Wednesday, 21 May 2014

Arts Council Award

My application to Arts Council England's Grants for the Arts programme for funding for the year-long project Arctic Poems: Quujaavaarssuq & the Queen of the Sea has been successful.

This project supports the completion of my poetry collection, and an associated programme of events in London, Brighton, Oxford, Bristol and Newcastle.

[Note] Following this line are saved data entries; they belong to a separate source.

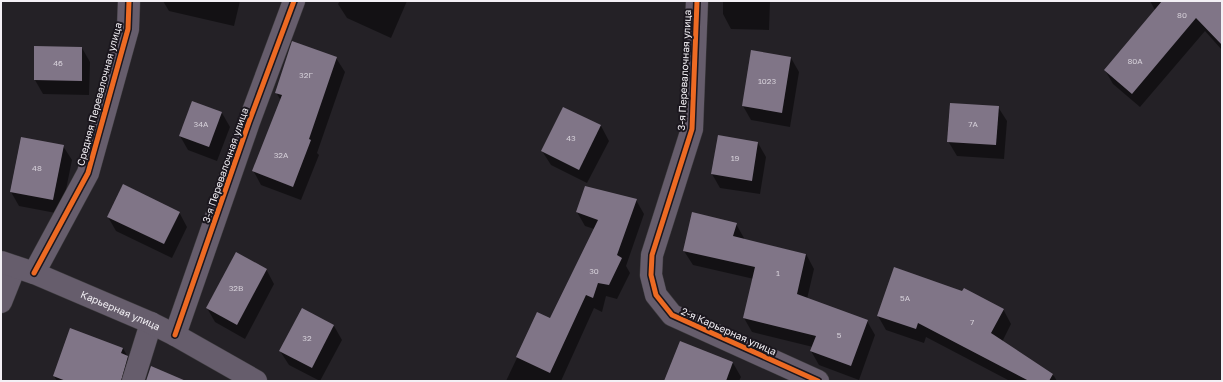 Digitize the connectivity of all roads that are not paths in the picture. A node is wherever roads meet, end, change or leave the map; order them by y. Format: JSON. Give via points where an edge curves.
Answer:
{"nodes":[{"id":1,"x":129,"y":1,"type":"edge"},
{"id":2,"x":294,"y":1,"type":"edge"},
{"id":3,"x":697,"y":1,"type":"edge"},
{"id":4,"x":652,"y":255,"type":"joint"},
{"id":5,"x":17,"y":268,"type":"edge"},
{"id":6,"x":1,"y":302,"type":"edge"},
{"id":7,"x":151,"y":323,"type":"junction"},
{"id":8,"x":175,"y":335,"type":"junction"},
{"id":9,"x":133,"y":381,"type":"edge"},
{"id":10,"x":256,"y":381,"type":"edge"},
{"id":11,"x":818,"y":381,"type":"edge"}],
"edges":[{"from":1,"to":5,"type":"street","name":"Средняя Перевалочная улица","via":[[128,29],[88,173]]},
{"from":2,"to":8,"type":"street","name":"3-я Перевалочная улица"},
{"from":3,"to":4,"type":"street","name":"3-я Перевалочная улица","via":[[692,129]]},
{"from":4,"to":11,"type":"street","name":"2-я Карьерная улица","via":[[651,275],[656,295],[672,315]]},
{"from":5,"to":6,"type":"street","name":"Средняя Перевалочная улица"},
{"from":5,"to":7,"type":"street","name":"Карьерная улица"},
{"from":7,"to":8,"type":"street","name":"Карьерная улица"},
{"from":7,"to":9,"type":"street"},
{"from":8,"to":10,"type":"street","name":"Карьерная улица"}]} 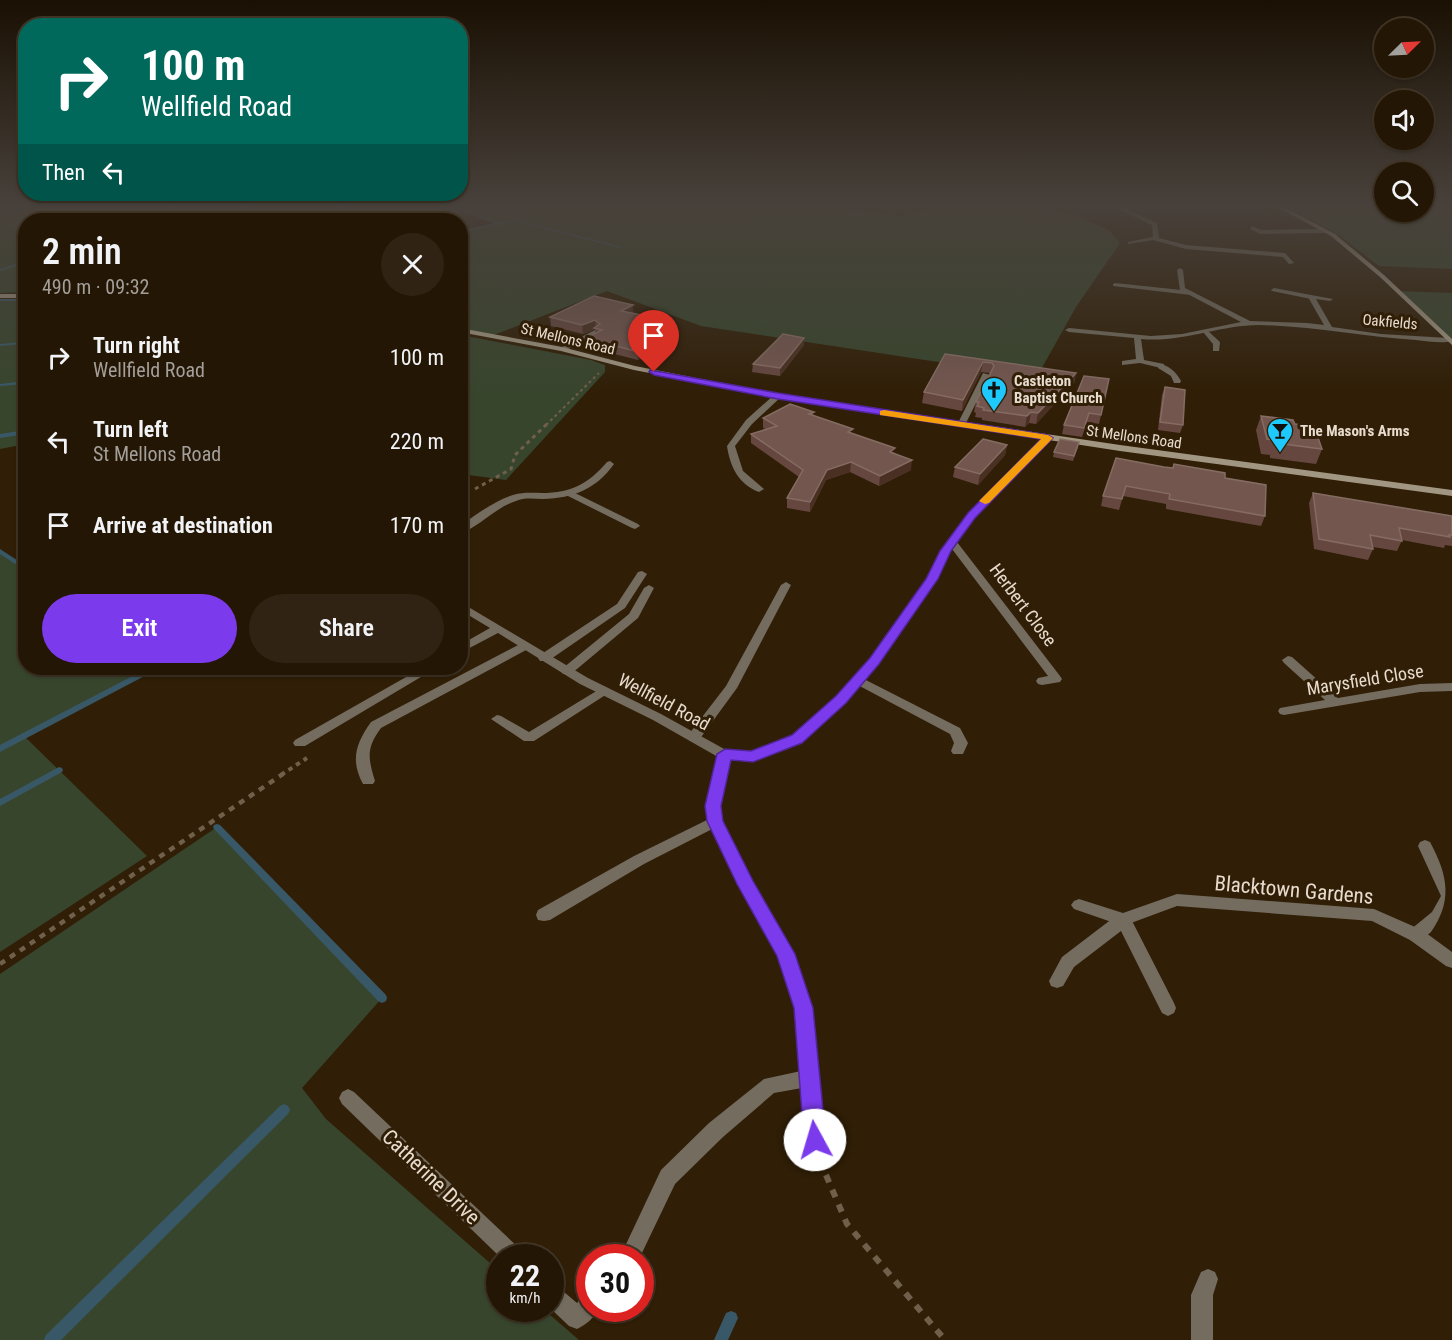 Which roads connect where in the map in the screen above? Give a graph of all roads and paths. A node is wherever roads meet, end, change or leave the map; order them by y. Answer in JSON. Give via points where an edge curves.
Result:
{"nodes":[{"id":1,"x":1373,"y":269,"type":"edge"},
{"id":2,"x":1180,"y":270,"type":"dead end"},
{"id":3,"x":1115,"y":285,"type":"dead end"},
{"id":4,"x":1274,"y":290,"type":"dead end"},
{"id":5,"x":1191,"y":293,"type":"junction"},
{"id":6,"x":18,"y":296,"type":"edge"},
{"id":7,"x":0,"y":297,"type":"edge"},
{"id":8,"x":1311,"y":297,"type":"junction"},
{"id":9,"x":1330,"y":299,"type":"dead end"},
{"id":10,"x":1248,"y":323,"type":"junction"},
{"id":11,"x":1329,"y":328,"type":"junction"},
{"id":12,"x":1070,"y":330,"type":"dead end"},
{"id":13,"x":468,"y":331,"type":"edge"},
{"id":14,"x":595,"y":332,"type":"edge"},
{"id":15,"x":1205,"y":332,"type":"junction"},
{"id":16,"x":1381,"y":336,"type":"junction"},
{"id":17,"x":1137,"y":337,"type":"junction"},
{"id":18,"x":1450,"y":341,"type":"edge"},
{"id":19,"x":1383,"y":345,"type":"dead end"},
{"id":20,"x":562,"y":349,"type":"junction"},
{"id":21,"x":1216,"y":349,"type":"dead end"},
{"id":22,"x":1140,"y":361,"type":"junction"},
{"id":23,"x":1125,"y":363,"type":"dead end"},
{"id":24,"x":602,"y":370,"type":"dead end"},
{"id":25,"x":986,"y":375,"type":"edge"},
{"id":26,"x":1177,"y":381,"type":"dead end"},
{"id":27,"x":778,"y":396,"type":"junction"},
{"id":28,"x":961,"y":425,"type":"junction"},
{"id":29,"x":1048,"y":438,"type":"junction"},
{"id":30,"x":610,"y":464,"type":"dead end"},
{"id":31,"x":475,"y":489,"type":"dead end"},
{"id":32,"x":759,"y":489,"type":"dead end"},
{"id":33,"x":1452,"y":493,"type":"edge"},
{"id":34,"x":571,"y":494,"type":"junction"},
{"id":35,"x":468,"y":525,"type":"edge"},
{"id":36,"x":635,"y":526,"type":"dead end"},
{"id":37,"x":952,"y":542,"type":"junction"},
{"id":38,"x":642,"y":574,"type":"dead end"},
{"id":39,"x":786,"y":585,"type":"dead end"},
{"id":40,"x":649,"y":588,"type":"dead end"},
{"id":41,"x":468,"y":610,"type":"edge"},
{"id":42,"x":497,"y":628,"type":"junction"},
{"id":43,"x":468,"y":645,"type":"edge"},
{"id":44,"x":524,"y":646,"type":"junction"},
{"id":45,"x":544,"y":658,"type":"junction"},
{"id":46,"x":1288,"y":660,"type":"dead end"},
{"id":47,"x":567,"y":671,"type":"junction"},
{"id":48,"x":418,"y":675,"type":"edge"},
{"id":49,"x":858,"y":680,"type":"junction"},
{"id":50,"x":1042,"y":681,"type":"dead end"},
{"id":51,"x":1452,"y":687,"type":"edge"},
{"id":52,"x":603,"y":691,"type":"junction"},
{"id":53,"x":1334,"y":701,"type":"junction"},
{"id":54,"x":1284,"y":711,"type":"dead end"},
{"id":55,"x":497,"y":719,"type":"dead end"},
{"id":56,"x":694,"y":738,"type":"junction"},
{"id":57,"x":300,"y":743,"type":"joint"},
{"id":58,"x":958,"y":751,"type":"dead end"},
{"id":59,"x":725,"y":754,"type":"junction"},
{"id":60,"x":368,"y":781,"type":"dead end"},
{"id":61,"x":715,"y":821,"type":"junction"},
{"id":62,"x":1425,"y":846,"type":"dead end"},
{"id":63,"x":1079,"y":905,"type":"dead end"},
{"id":64,"x":544,"y":915,"type":"dead end"},
{"id":65,"x":1124,"y":920,"type":"junction"},
{"id":66,"x":1416,"y":935,"type":"junction"},
{"id":67,"x":1452,"y":961,"type":"edge"},
{"id":68,"x":0,"y":964,"type":"edge"},
{"id":69,"x":1058,"y":981,"type":"dead end"},
{"id":70,"x":1168,"y":1008,"type":"dead end"},
{"id":71,"x":811,"y":1078,"type":"junction"},
{"id":72,"x":348,"y":1098,"type":"dead end"},
{"id":73,"x":818,"y":1155,"type":"joint"},
{"id":74,"x":500,"y":1244,"type":"edge"},
{"id":75,"x":636,"y":1244,"type":"edge"},
{"id":76,"x":1208,"y":1279,"type":"dead end"},
{"id":77,"x":564,"y":1306,"type":"edge"},
{"id":78,"x":576,"y":1317,"type":"edge"},
{"id":79,"x":945,"y":1340,"type":"edge"},
{"id":80,"x":1202,"y":1340,"type":"edge"}],
"edges":[{"from":1,"to":18,"type":"street"},
{"from":2,"to":5,"type":"street","via":[[1182,289]]},
{"from":3,"to":5,"type":"street"},
{"from":4,"to":8,"type":"street"},
{"from":5,"to":10,"type":"street","name":"Oakfields"},
{"from":6,"to":7,"type":"street"},
{"from":8,"to":9,"type":"street"},
{"from":8,"to":11,"type":"street"},
{"from":10,"to":11,"type":"street","name":"Oakfields"},
{"from":10,"to":15,"type":"street","name":"Oakfields"},
{"from":11,"to":16,"type":"street","name":"Oakfields"},
{"from":12,"to":17,"type":"street","name":"Oakfields"},
{"from":13,"to":20,"type":"street","name":"St Mellons Road"},
{"from":14,"to":20,"type":"street"},
{"from":15,"to":17,"type":"street","name":"Oakfields"},
{"from":15,"to":21,"type":"street","via":[[1217,344]]},
{"from":16,"to":18,"type":"street","name":"Oakfields"},
{"from":16,"to":19,"type":"street"},
{"from":17,"to":22,"type":"street"},
{"from":20,"to":27,"type":"street","name":"St Mellons Road","via":[[634,368]]},
{"from":22,"to":23,"type":"street"},
{"from":22,"to":26,"type":"street","via":[[1161,366]]},
{"from":24,"to":31,"type":"path","via":[[515,455],[511,469]]},
{"from":25,"to":28,"type":"street"},
{"from":27,"to":28,"type":"street","name":"St Mellons Road"},
{"from":27,"to":32,"type":"street","via":[[749,422],[731,446],[734,464],[743,479]]},
{"from":28,"to":29,"type":"street","name":"St Mellons Road"},
{"from":29,"to":33,"type":"street","name":"St Mellons Road"},
{"from":29,"to":37,"type":"street","name":"Wellfield Road","via":[[972,515]]},
{"from":30,"to":34,"type":"street","via":[[597,480]]},
{"from":34,"to":35,"type":"street","via":[[519,496]]},
{"from":34,"to":36,"type":"street"},
{"from":37,"to":49,"type":"street","name":"Wellfield Road","via":[[932,579]]},
{"from":37,"to":50,"type":"street","name":"Herbert Close","via":[[1056,679]]},
{"from":38,"to":45,"type":"street","via":[[621,606]]},
{"from":39,"to":56,"type":"street","via":[[731,688]]},
{"from":40,"to":47,"type":"street","via":[[634,616]]},
{"from":41,"to":42,"type":"street","name":"Wellfield Road"},
{"from":42,"to":43,"type":"street"},
{"from":42,"to":44,"type":"street","name":"Wellfield Road"},
{"from":44,"to":45,"type":"street","name":"Wellfield Road"},
{"from":44,"to":60,"type":"street","via":[[376,725],[363,742],[362,760]]},
{"from":45,"to":47,"type":"street","name":"Wellfield Road"},
{"from":46,"to":53,"type":"street"},
{"from":47,"to":52,"type":"street","name":"Wellfield Road"},
{"from":48,"to":57,"type":"street"},
{"from":49,"to":58,"type":"street","via":[[956,731],[961,743]]},
{"from":49,"to":59,"type":"street","name":"Wellfield Road","via":[[797,739],[753,757]]},
{"from":51,"to":53,"type":"street","name":"Marysfield Close"},
{"from":52,"to":55,"type":"street","via":[[529,738]]},
{"from":52,"to":56,"type":"street","name":"Wellfield Road"},
{"from":53,"to":54,"type":"street","name":"Marysfield Close"},
{"from":56,"to":59,"type":"street","name":"Wellfield Road"},
{"from":57,"to":68,"type":"path","via":[[309,757]]},
{"from":59,"to":61,"type":"street","via":[[713,806]]},
{"from":61,"to":64,"type":"street"},
{"from":61,"to":71,"type":"street","via":[[786,954],[804,1008]]},
{"from":62,"to":66,"type":"street","via":[[1449,896],[1438,917]]},
{"from":63,"to":65,"type":"street"},
{"from":65,"to":66,"type":"street","name":"Blacktown Gardens","via":[[1177,900],[1374,915]]},
{"from":65,"to":69,"type":"street","name":"Blacktown Gardens","via":[[1068,963]]},
{"from":65,"to":70,"type":"street"},
{"from":66,"to":67,"type":"street","name":"Blacktown Gardens"},
{"from":71,"to":73,"type":"street","via":[[812,1126]]},
{"from":71,"to":75,"type":"street","via":[[770,1085],[716,1130],[668,1177]]},
{"from":72,"to":74,"type":"street","name":"Catherine Drive"},
{"from":73,"to":79,"type":"path","via":[[848,1224]]},
{"from":76,"to":80,"type":"street","via":[[1202,1295]]},
{"from":77,"to":78,"type":"street"}]}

This collection surveys the culture of arctic Greenland from prehistory to the present, with a focus on the hardships experienced by indigenous communities under colonial rule during the nineteenth and twentieth centuries. The poems address the tensions between modern life and traditional means of subsistence in the Arctic, and explore themes of cross-cultural communication, cultural and species extinction, landscape and climate change. Many of the poems use forms that are strongly linked to oral performance such as ballads and pantoums. The sequence entitled Quujaavaarssuq and the Queen of the Sea retells the legendary journey of the Greenlandic hero Quujaavaarssuq to beg forgiveness from the Queen of the Sea, who destroyed the ice as an act of revenge on the humans who pollute her waters.

The poems will be performed at five readings around the UK during 2014 and 2015. An associated series of six free workshops (The Library of Ice) held in Oxford this winter will introduce new audiences to contemporary writing on environmental themes. Details of these events will be announced over the summer.